== What is needed ==
How many lines in the entries below contain the string "numbered"? Reply with the number only.

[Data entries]
*** Begin section ***
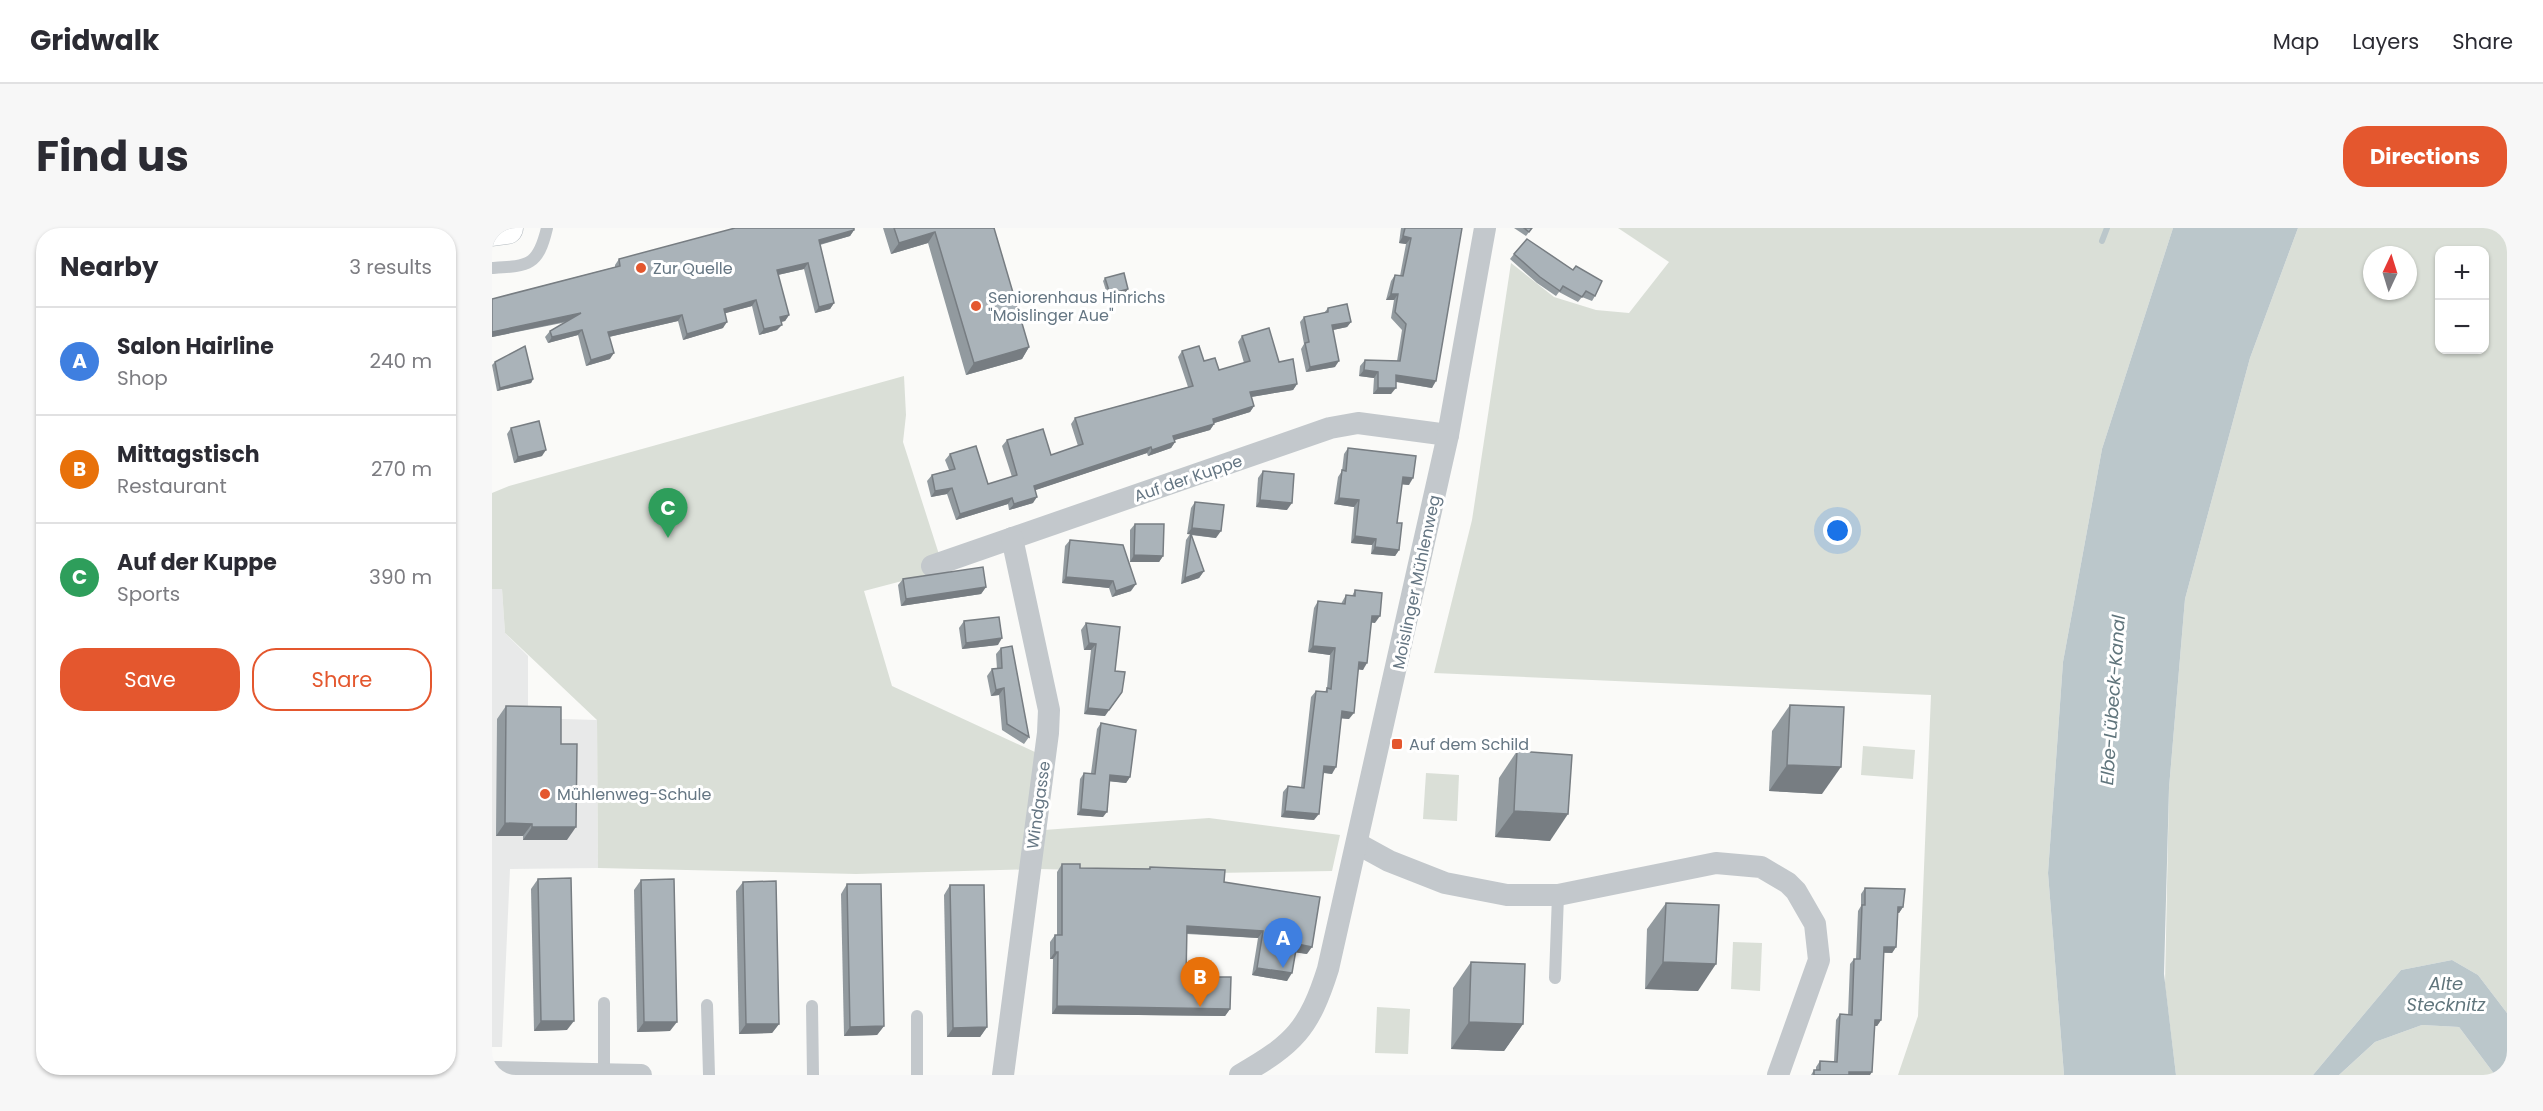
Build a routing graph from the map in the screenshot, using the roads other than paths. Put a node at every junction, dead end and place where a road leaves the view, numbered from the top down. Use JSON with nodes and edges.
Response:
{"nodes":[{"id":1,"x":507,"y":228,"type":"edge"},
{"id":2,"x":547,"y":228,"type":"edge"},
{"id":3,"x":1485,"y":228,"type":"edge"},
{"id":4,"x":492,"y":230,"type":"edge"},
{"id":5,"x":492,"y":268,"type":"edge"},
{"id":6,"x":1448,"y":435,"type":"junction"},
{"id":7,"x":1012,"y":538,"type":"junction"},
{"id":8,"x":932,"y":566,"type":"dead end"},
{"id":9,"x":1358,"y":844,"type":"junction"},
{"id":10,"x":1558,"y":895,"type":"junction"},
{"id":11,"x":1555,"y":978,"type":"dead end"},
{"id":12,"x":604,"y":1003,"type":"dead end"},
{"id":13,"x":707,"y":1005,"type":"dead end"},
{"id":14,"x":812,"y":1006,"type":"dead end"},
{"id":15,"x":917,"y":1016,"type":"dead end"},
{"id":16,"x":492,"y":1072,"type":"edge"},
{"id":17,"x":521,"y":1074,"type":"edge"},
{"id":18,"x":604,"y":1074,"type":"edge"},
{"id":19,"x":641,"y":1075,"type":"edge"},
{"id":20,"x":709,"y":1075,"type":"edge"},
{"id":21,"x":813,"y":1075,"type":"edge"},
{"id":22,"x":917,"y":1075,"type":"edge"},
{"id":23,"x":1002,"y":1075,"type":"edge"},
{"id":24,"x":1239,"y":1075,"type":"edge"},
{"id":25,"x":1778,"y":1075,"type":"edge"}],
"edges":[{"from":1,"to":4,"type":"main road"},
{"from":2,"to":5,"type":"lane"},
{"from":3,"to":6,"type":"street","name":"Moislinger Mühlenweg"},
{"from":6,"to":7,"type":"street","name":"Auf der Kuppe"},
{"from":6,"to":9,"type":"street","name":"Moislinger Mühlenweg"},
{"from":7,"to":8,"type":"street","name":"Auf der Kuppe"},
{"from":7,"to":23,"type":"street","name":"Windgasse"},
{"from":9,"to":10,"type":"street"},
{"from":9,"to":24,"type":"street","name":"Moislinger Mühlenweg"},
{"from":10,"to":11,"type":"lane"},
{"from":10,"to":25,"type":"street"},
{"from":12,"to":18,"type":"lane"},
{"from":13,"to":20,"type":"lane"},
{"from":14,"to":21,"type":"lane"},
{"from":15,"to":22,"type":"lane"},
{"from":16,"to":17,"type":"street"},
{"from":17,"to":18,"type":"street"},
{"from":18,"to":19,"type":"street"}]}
*** End section ***
*** Begin section ***
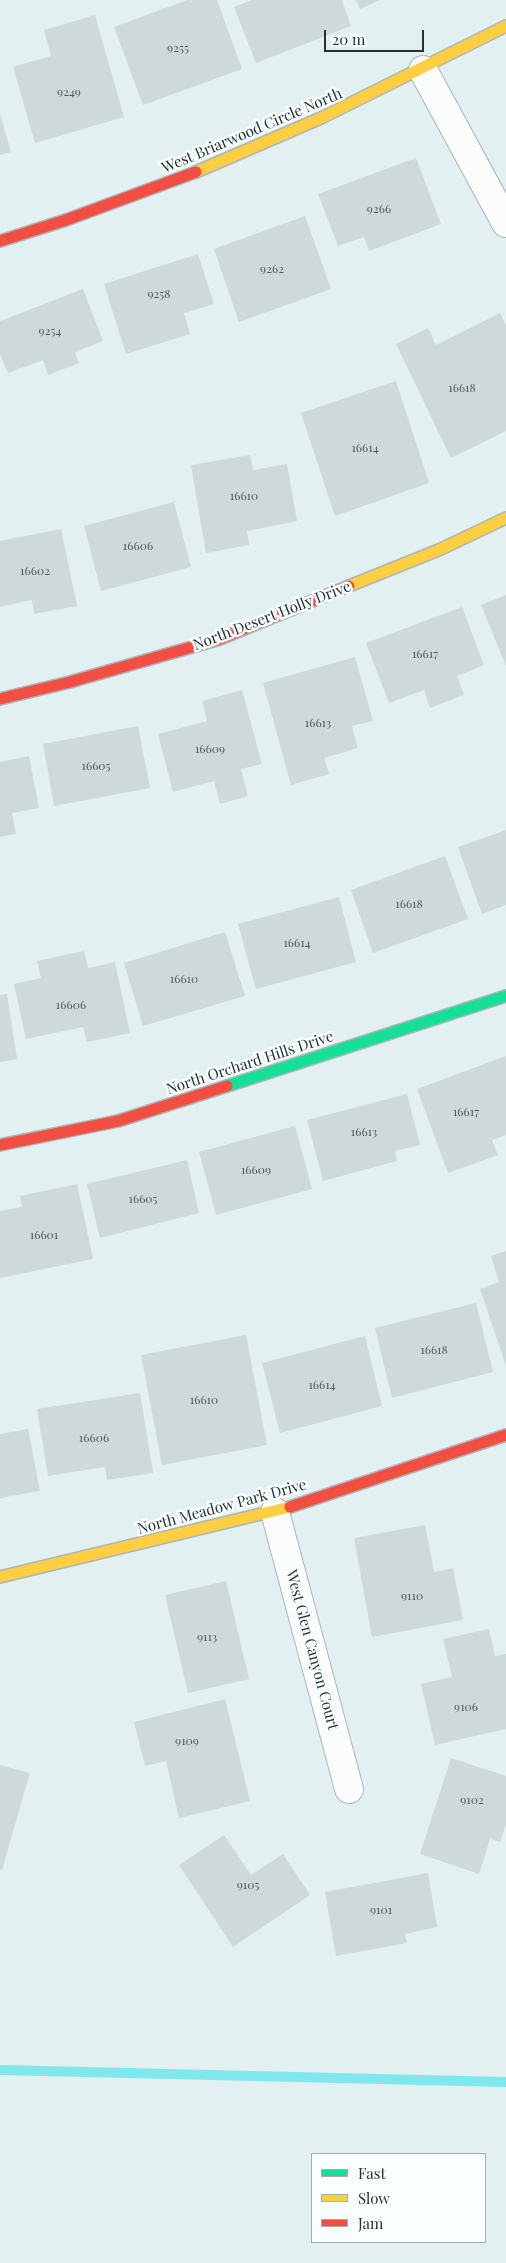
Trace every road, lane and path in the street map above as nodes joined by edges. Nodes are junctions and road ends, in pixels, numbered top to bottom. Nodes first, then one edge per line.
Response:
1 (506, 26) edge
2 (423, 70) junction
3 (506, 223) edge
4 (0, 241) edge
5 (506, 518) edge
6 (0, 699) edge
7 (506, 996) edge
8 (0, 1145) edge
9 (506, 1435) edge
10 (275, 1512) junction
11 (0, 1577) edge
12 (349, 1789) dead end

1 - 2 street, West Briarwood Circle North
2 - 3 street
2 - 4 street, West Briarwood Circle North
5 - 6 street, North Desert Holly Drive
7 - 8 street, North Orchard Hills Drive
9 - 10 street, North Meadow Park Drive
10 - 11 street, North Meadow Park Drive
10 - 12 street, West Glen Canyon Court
*** End section ***
== Result ==
2